▶ Task instructions
The word "lane" marks the lines to copy; find all of them in the entries below.

*** Extracted records Section Begins ***

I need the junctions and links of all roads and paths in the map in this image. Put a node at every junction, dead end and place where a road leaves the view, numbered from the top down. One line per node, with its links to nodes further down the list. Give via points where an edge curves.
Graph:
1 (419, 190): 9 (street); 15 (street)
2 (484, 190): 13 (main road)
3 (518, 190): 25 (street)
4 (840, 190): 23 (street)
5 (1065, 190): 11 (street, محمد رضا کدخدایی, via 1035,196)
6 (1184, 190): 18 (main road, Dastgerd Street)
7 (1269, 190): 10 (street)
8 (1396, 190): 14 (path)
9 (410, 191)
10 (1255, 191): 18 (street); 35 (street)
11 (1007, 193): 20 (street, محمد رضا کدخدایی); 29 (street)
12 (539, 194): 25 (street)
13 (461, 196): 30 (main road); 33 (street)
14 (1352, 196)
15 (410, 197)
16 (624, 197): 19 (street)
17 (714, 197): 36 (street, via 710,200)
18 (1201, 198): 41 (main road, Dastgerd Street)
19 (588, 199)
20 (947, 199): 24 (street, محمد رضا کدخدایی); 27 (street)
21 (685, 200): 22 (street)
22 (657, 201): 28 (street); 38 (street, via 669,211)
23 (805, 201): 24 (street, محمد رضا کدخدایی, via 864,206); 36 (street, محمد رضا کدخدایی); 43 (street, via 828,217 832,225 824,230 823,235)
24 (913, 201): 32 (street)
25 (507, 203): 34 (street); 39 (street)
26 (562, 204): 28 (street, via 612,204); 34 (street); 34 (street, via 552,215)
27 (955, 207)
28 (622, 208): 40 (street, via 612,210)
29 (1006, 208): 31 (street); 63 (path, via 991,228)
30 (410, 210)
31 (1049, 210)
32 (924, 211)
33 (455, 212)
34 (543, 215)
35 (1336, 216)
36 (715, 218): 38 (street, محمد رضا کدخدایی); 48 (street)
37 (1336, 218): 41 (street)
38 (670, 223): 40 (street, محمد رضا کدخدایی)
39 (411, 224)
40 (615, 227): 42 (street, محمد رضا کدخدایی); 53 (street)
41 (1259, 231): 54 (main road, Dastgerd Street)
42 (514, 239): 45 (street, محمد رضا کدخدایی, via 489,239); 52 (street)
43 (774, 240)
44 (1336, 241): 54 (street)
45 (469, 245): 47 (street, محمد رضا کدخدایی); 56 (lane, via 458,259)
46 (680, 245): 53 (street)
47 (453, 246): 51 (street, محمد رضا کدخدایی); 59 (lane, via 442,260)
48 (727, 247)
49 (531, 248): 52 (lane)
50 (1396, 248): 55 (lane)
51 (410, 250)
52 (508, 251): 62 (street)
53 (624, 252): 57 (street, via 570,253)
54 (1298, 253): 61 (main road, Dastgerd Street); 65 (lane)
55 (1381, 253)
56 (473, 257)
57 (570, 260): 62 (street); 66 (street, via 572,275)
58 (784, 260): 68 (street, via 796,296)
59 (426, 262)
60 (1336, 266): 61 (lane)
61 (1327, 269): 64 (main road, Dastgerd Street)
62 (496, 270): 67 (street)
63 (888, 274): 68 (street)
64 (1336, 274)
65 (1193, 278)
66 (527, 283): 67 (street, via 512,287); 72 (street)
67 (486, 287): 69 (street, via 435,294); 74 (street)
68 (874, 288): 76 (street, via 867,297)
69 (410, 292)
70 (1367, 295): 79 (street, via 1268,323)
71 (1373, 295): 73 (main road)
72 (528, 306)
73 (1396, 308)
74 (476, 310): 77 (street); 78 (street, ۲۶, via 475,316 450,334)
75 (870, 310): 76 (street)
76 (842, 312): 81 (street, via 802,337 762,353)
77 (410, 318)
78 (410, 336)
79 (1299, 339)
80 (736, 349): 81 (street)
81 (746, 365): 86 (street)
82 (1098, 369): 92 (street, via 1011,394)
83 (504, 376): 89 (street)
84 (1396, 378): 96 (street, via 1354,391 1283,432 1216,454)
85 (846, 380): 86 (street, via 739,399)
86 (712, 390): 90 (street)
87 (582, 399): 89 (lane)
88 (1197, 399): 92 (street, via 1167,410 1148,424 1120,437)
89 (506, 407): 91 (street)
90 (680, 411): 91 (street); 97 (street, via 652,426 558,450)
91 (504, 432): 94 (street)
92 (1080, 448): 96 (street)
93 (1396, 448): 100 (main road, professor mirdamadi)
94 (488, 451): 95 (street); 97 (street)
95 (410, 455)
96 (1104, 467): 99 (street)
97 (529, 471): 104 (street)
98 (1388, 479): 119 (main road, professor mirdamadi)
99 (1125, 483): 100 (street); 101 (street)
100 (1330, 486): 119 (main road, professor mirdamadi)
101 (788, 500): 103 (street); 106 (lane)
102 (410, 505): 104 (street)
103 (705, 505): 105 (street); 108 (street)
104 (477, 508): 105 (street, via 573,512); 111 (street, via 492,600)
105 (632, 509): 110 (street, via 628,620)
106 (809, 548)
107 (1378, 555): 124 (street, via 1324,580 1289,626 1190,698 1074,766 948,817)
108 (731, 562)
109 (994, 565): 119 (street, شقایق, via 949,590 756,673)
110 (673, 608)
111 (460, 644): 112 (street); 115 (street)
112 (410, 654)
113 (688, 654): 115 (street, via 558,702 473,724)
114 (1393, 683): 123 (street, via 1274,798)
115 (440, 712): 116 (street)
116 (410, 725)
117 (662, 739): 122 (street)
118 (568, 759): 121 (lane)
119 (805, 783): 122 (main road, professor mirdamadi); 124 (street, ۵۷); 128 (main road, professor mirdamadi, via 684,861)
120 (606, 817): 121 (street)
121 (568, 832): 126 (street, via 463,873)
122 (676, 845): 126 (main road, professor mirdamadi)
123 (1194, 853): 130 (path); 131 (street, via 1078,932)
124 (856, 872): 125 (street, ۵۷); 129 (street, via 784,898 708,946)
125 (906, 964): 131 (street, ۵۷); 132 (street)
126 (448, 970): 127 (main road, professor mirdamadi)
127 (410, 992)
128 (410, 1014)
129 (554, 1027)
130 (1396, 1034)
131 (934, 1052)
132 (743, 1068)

*** Extracted records Section Ends ***

▶ Task output
45 (469, 245): 47 (street, محمد رضا کدخدایی); 56 (lane, via 458,259)
47 (453, 246): 51 (street, محمد رضا کدخدایی); 59 (lane, via 442,260)
49 (531, 248): 52 (lane)
50 (1396, 248): 55 (lane)
54 (1298, 253): 61 (main road, Dastgerd Street); 65 (lane)
60 (1336, 266): 61 (lane)
87 (582, 399): 89 (lane)
101 (788, 500): 103 (street); 106 (lane)
118 (568, 759): 121 (lane)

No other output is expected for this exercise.